For Children of the Corn III: Urban Harvest (1995), writer Dode B. Levenson and director James D.R. Hickox (son of Theatre of Blood’s Douglas Hickox and brother of Hellraiser III’s Anthony Hickox) ship two brothers who survived events in Gatlin to Chicago where they’re adopted by yuppie couple William (Jim Metzler) and Alice (Nancy Lee Grahn), who aren’t aware of the recent horrors out in rural Iowa. The younger brother, Eli (Daniel Cerny), is a creepy little fundamentalist whom we first meet as he kills their father in a cornfield back home, while the older Joshua (Ron Melendez) wants to fit in at school and in the neighbourhood. As Joshua starts a relationship with a girl, Eli begins to assert his power over other kids, drawing them into the cult of He Who Walks Behind the Rows.

There are some surprises as characters you don’t expect to die are killed off, but there are also some major changes to the original concept – in particular, it turns out that Eli, who is not really Joshua’s brother, is actually an ancient demon, while the monster inhabiting the cornfield is not the sinister deity of the previous films but some kind of creature servant summoned by Eli. The movie stretches the limits if its budget for a big, effects-heavy climax, mixing on-set creature effects with some extensive stop-motion, the latter pretty unconvincing but nonetheless fun to see even if the execution falls short of the intention.

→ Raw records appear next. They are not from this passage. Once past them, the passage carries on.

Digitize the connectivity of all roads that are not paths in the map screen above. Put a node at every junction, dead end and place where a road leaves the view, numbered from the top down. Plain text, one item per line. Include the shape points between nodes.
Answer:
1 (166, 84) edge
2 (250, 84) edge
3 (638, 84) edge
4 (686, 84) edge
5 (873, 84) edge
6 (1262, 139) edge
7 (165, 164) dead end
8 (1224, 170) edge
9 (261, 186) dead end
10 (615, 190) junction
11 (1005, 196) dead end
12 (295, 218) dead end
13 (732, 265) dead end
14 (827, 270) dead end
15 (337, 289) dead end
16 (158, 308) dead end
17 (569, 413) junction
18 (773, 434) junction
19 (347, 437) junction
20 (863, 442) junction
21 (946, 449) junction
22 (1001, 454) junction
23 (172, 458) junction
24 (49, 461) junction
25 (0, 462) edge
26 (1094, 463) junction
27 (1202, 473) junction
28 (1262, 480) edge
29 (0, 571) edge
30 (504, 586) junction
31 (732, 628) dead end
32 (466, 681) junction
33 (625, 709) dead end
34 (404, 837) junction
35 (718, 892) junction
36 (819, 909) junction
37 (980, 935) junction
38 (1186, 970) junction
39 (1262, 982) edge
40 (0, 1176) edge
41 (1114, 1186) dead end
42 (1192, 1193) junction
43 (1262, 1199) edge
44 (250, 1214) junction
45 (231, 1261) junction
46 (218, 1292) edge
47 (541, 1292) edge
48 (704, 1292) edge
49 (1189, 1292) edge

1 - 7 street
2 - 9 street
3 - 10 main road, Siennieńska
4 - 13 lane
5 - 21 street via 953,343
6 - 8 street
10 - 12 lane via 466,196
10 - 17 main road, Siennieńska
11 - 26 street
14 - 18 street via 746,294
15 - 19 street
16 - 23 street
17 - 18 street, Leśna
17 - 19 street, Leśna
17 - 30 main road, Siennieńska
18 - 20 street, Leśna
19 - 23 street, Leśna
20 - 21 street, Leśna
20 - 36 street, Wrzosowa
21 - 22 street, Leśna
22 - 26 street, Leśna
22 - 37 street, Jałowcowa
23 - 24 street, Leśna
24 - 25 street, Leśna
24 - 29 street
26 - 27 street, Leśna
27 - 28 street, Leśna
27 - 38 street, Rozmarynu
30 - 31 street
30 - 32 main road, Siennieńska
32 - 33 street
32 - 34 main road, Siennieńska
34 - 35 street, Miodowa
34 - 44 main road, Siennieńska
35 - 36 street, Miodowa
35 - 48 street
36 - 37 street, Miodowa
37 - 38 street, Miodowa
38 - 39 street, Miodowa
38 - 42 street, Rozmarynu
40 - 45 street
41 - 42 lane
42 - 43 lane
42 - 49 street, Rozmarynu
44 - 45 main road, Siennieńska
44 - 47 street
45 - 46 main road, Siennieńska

I actually enjoyed the two cheaper sequels more than the original movie. All of them look good considering their budgetary limitations. The set (which I picked up in trade at a local used music and movie store) also includes a 4K UHD disk of the original movie, while both sequels are presented in their U.S. domestic versions as well as slightly different international cuts. Each disk is packed with extras – commentaries and featurettes – for those who want to know all there is to know about the trilogy.